> Data records:
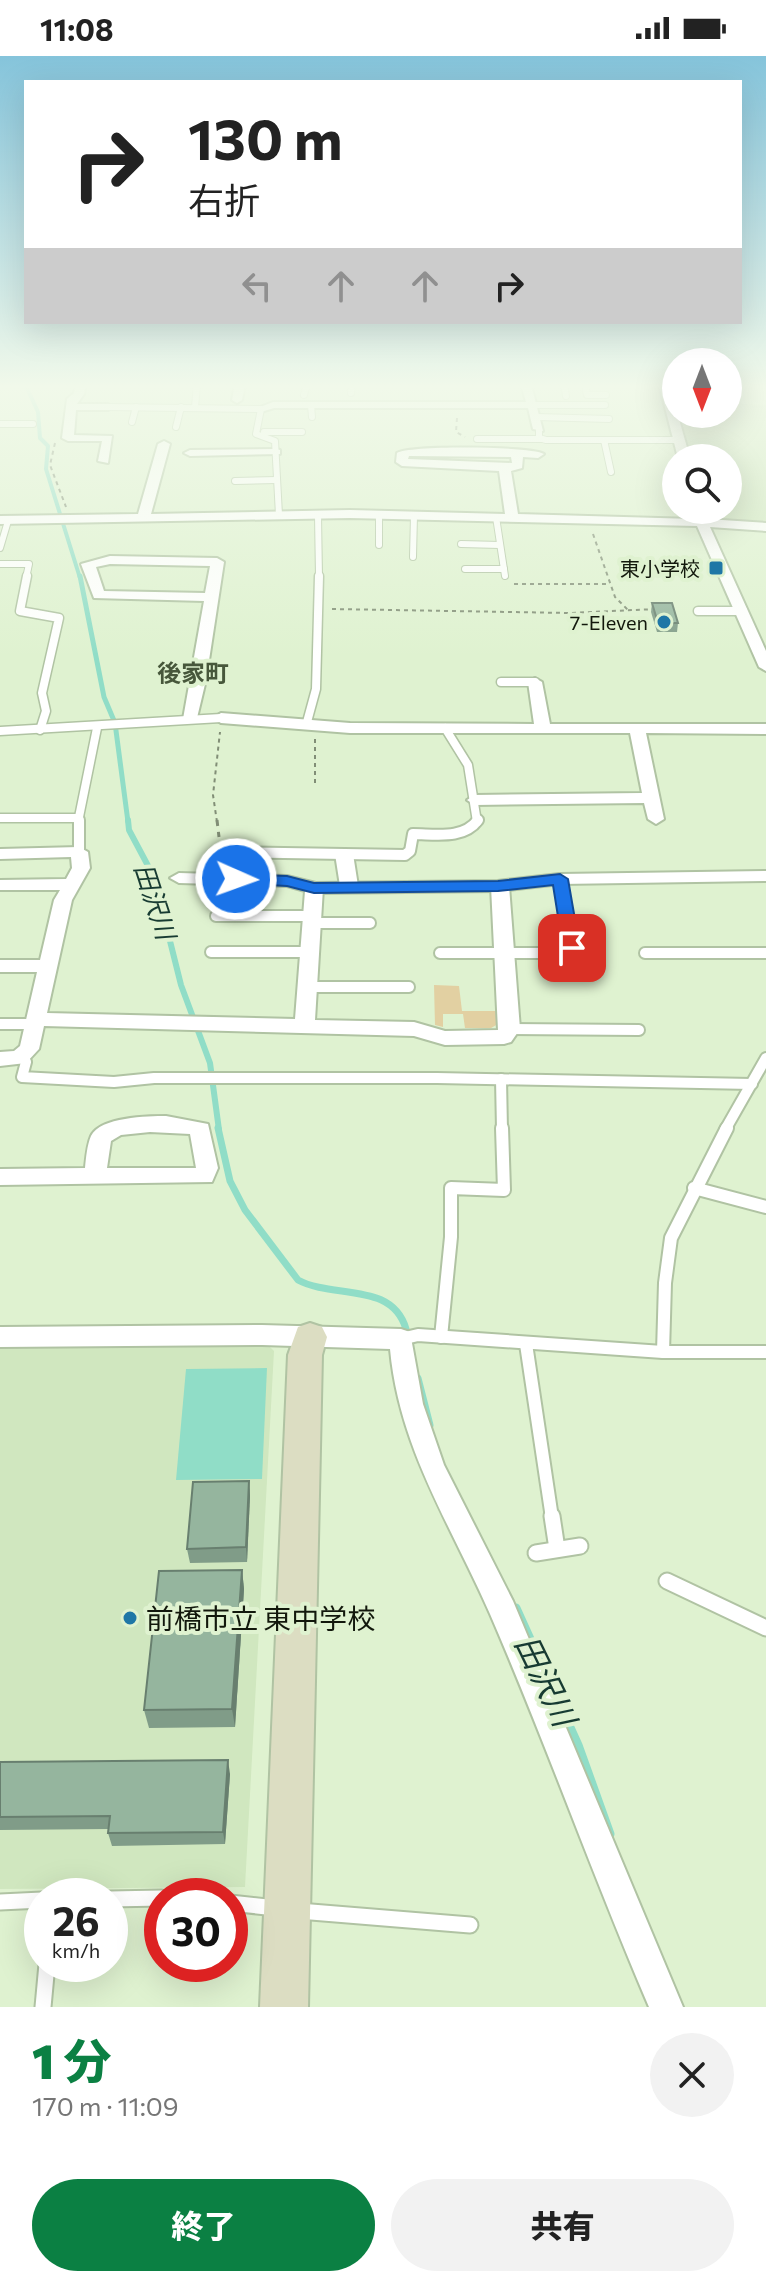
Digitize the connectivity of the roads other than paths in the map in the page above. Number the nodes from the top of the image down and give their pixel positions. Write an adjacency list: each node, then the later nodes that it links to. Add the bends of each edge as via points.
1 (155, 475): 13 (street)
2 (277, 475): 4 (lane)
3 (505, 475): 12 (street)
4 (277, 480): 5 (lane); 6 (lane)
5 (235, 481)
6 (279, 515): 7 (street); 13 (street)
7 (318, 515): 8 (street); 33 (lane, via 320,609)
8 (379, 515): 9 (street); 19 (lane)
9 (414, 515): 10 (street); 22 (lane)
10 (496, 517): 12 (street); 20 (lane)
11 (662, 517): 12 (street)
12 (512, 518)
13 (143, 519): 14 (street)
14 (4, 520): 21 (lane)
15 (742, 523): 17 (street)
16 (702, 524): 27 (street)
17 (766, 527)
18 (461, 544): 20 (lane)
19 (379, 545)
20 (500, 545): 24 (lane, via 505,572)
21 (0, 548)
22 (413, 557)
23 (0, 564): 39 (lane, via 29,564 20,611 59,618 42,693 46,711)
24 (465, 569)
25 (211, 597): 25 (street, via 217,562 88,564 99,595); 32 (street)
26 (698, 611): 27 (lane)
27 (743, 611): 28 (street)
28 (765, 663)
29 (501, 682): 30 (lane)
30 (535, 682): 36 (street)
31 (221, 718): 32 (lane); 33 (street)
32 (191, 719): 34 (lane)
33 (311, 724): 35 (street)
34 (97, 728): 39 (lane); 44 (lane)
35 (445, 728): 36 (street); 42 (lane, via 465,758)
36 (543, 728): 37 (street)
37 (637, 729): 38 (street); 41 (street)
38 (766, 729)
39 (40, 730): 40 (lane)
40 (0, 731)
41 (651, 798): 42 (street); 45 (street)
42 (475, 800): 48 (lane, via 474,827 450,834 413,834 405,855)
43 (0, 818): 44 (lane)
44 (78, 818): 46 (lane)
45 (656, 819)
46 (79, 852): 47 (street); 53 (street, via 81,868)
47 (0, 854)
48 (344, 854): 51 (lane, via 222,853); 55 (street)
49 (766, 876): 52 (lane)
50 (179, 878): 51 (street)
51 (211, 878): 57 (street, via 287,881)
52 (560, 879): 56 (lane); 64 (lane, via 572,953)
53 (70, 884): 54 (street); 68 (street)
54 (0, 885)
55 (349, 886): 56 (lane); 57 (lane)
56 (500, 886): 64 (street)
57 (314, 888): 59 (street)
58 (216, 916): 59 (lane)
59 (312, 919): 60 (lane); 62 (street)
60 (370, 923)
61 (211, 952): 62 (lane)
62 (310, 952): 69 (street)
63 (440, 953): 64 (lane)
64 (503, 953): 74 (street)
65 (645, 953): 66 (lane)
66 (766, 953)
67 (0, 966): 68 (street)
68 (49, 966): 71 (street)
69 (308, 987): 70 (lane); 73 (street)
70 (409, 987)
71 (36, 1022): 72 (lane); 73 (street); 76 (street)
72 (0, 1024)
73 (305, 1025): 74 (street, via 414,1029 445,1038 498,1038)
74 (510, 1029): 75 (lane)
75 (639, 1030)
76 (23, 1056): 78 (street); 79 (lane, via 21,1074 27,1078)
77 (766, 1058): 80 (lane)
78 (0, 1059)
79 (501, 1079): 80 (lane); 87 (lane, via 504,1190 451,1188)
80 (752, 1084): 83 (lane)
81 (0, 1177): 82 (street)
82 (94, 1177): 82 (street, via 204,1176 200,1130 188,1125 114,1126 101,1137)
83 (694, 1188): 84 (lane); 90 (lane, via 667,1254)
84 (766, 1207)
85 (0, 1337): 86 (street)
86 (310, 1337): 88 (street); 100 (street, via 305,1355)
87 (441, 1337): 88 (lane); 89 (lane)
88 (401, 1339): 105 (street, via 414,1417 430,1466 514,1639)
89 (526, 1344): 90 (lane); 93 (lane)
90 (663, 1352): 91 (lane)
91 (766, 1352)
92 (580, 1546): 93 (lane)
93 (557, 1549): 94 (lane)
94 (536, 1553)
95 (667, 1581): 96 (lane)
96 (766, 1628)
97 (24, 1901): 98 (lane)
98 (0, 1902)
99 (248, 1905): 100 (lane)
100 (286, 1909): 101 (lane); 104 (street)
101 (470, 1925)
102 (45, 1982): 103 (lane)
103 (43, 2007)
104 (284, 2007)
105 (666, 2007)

> Task goal: I'd like every record printed exactly, with the pictures left out.

> Finished task:
Digitize the connectivity of the roads other than paths in the map in the page above. Number the nodes from the top of the image down and give their pixel positions. Write an adjacency list: each node, then the later nodes that it links to. Add the bends of each edge as via points.
1 (155, 475): 13 (street)
2 (277, 475): 4 (lane)
3 (505, 475): 12 (street)
4 (277, 480): 5 (lane); 6 (lane)
5 (235, 481)
6 (279, 515): 7 (street); 13 (street)
7 (318, 515): 8 (street); 33 (lane, via 320,609)
8 (379, 515): 9 (street); 19 (lane)
9 (414, 515): 10 (street); 22 (lane)
10 (496, 517): 12 (street); 20 (lane)
11 (662, 517): 12 (street)
12 (512, 518)
13 (143, 519): 14 (street)
14 (4, 520): 21 (lane)
15 (742, 523): 17 (street)
16 (702, 524): 27 (street)
17 (766, 527)
18 (461, 544): 20 (lane)
19 (379, 545)
20 (500, 545): 24 (lane, via 505,572)
21 (0, 548)
22 (413, 557)
23 (0, 564): 39 (lane, via 29,564 20,611 59,618 42,693 46,711)
24 (465, 569)
25 (211, 597): 25 (street, via 217,562 88,564 99,595); 32 (street)
26 (698, 611): 27 (lane)
27 (743, 611): 28 (street)
28 (765, 663)
29 (501, 682): 30 (lane)
30 (535, 682): 36 (street)
31 (221, 718): 32 (lane); 33 (street)
32 (191, 719): 34 (lane)
33 (311, 724): 35 (street)
34 (97, 728): 39 (lane); 44 (lane)
35 (445, 728): 36 (street); 42 (lane, via 465,758)
36 (543, 728): 37 (street)
37 (637, 729): 38 (street); 41 (street)
38 (766, 729)
39 (40, 730): 40 (lane)
40 (0, 731)
41 (651, 798): 42 (street); 45 (street)
42 (475, 800): 48 (lane, via 474,827 450,834 413,834 405,855)
43 (0, 818): 44 (lane)
44 (78, 818): 46 (lane)
45 (656, 819)
46 (79, 852): 47 (street); 53 (street, via 81,868)
47 (0, 854)
48 (344, 854): 51 (lane, via 222,853); 55 (street)
49 (766, 876): 52 (lane)
50 (179, 878): 51 (street)
51 (211, 878): 57 (street, via 287,881)
52 (560, 879): 56 (lane); 64 (lane, via 572,953)
53 (70, 884): 54 (street); 68 (street)
54 (0, 885)
55 (349, 886): 56 (lane); 57 (lane)
56 (500, 886): 64 (street)
57 (314, 888): 59 (street)
58 (216, 916): 59 (lane)
59 (312, 919): 60 (lane); 62 (street)
60 (370, 923)
61 (211, 952): 62 (lane)
62 (310, 952): 69 (street)
63 (440, 953): 64 (lane)
64 (503, 953): 74 (street)
65 (645, 953): 66 (lane)
66 (766, 953)
67 (0, 966): 68 (street)
68 (49, 966): 71 (street)
69 (308, 987): 70 (lane); 73 (street)
70 (409, 987)
71 (36, 1022): 72 (lane); 73 (street); 76 (street)
72 (0, 1024)
73 (305, 1025): 74 (street, via 414,1029 445,1038 498,1038)
74 (510, 1029): 75 (lane)
75 (639, 1030)
76 (23, 1056): 78 (street); 79 (lane, via 21,1074 27,1078)
77 (766, 1058): 80 (lane)
78 (0, 1059)
79 (501, 1079): 80 (lane); 87 (lane, via 504,1190 451,1188)
80 (752, 1084): 83 (lane)
81 (0, 1177): 82 (street)
82 (94, 1177): 82 (street, via 204,1176 200,1130 188,1125 114,1126 101,1137)
83 (694, 1188): 84 (lane); 90 (lane, via 667,1254)
84 (766, 1207)
85 (0, 1337): 86 (street)
86 (310, 1337): 88 (street); 100 (street, via 305,1355)
87 (441, 1337): 88 (lane); 89 (lane)
88 (401, 1339): 105 (street, via 414,1417 430,1466 514,1639)
89 (526, 1344): 90 (lane); 93 (lane)
90 (663, 1352): 91 (lane)
91 (766, 1352)
92 (580, 1546): 93 (lane)
93 (557, 1549): 94 (lane)
94 (536, 1553)
95 (667, 1581): 96 (lane)
96 (766, 1628)
97 (24, 1901): 98 (lane)
98 (0, 1902)
99 (248, 1905): 100 (lane)
100 (286, 1909): 101 (lane); 104 (street)
101 (470, 1925)
102 (45, 1982): 103 (lane)
103 (43, 2007)
104 (284, 2007)
105 (666, 2007)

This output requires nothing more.